But to be more broad I'll present you the romantic version which is at least partly true. I miss that.
It used to feel like the internet was a place you went to explore and learn. It was harder to use and navigate, so most ordinary people did not spend much time there. Back then, a lot of people believed it would make the world better because everyone could access information and educate themselves.
That optimism did not survive contact with reality. Today you can carry essentially all human knowledge in your pocket, yet much of the internet is funneled through a handful of corporations whose business model is advertising and attention. Instead of helping people discover things, the dominant platforms optimize for keeping you scrolling with outrage, dopamine hits, and low value content. Worst thing is of course politics which moved in here.

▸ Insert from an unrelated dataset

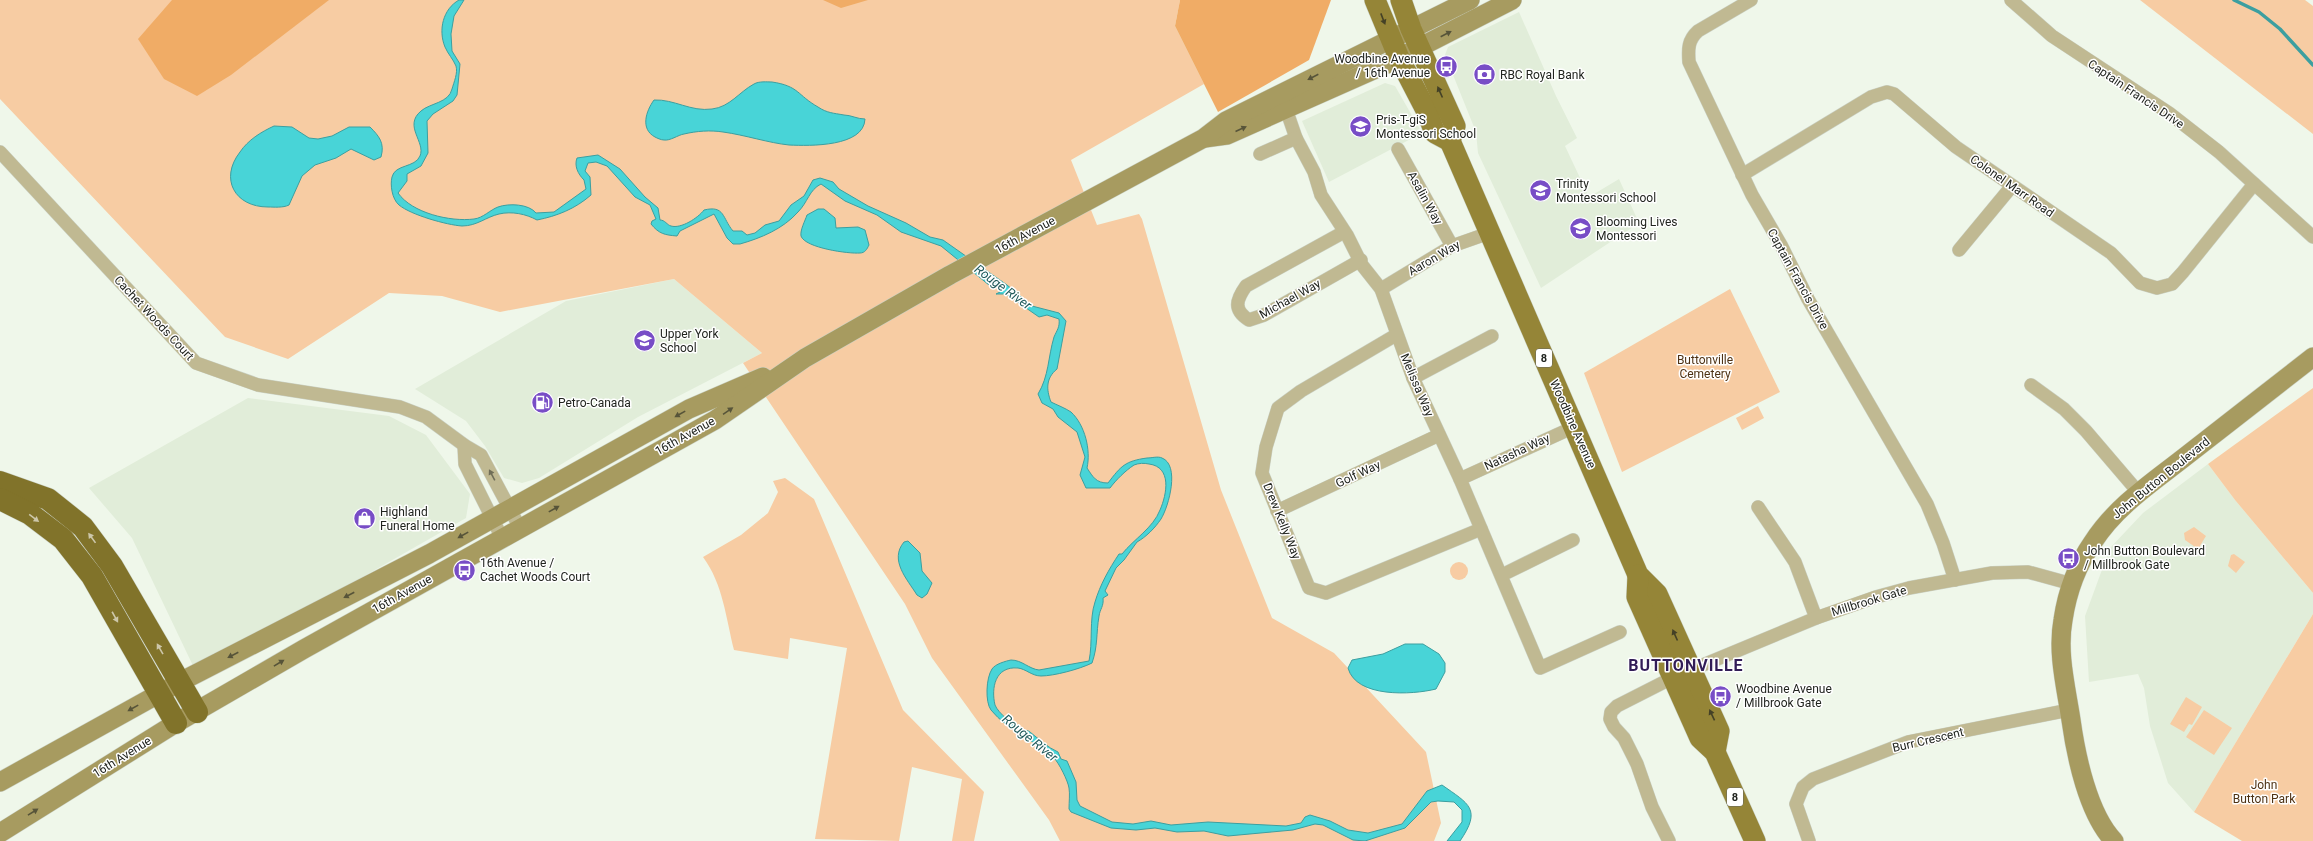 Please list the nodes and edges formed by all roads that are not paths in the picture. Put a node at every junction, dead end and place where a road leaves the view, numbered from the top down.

The joy of exploring is done, but honestly I think that it atleast partly that the og users got older. Hackernews somehow reminding me the "old Internet", somehow alike people with desire to explore and have honest discussion on genuinely interesting topic.
Bring back webrings!
What makes you think that great stuff still doesn't exist, but you're the one stuck in those 5 corporations bubble that makes it impossible for you to find it?
There's still great stuff out there, it's still as hard to find and navigate as it has always been. It's still as shady and as illegal (if you care about copyright) as it has always been. Most people still don't bother to do it, you just became a part of that category.
Here, let me try snapping you out of that bubble a little bit and make you one of the today's lucky ten thousand: find a category that interests you on fmhy(.)net (SFW, I promise), see how long it takes you to spot something you had no idea existed outside your bubble.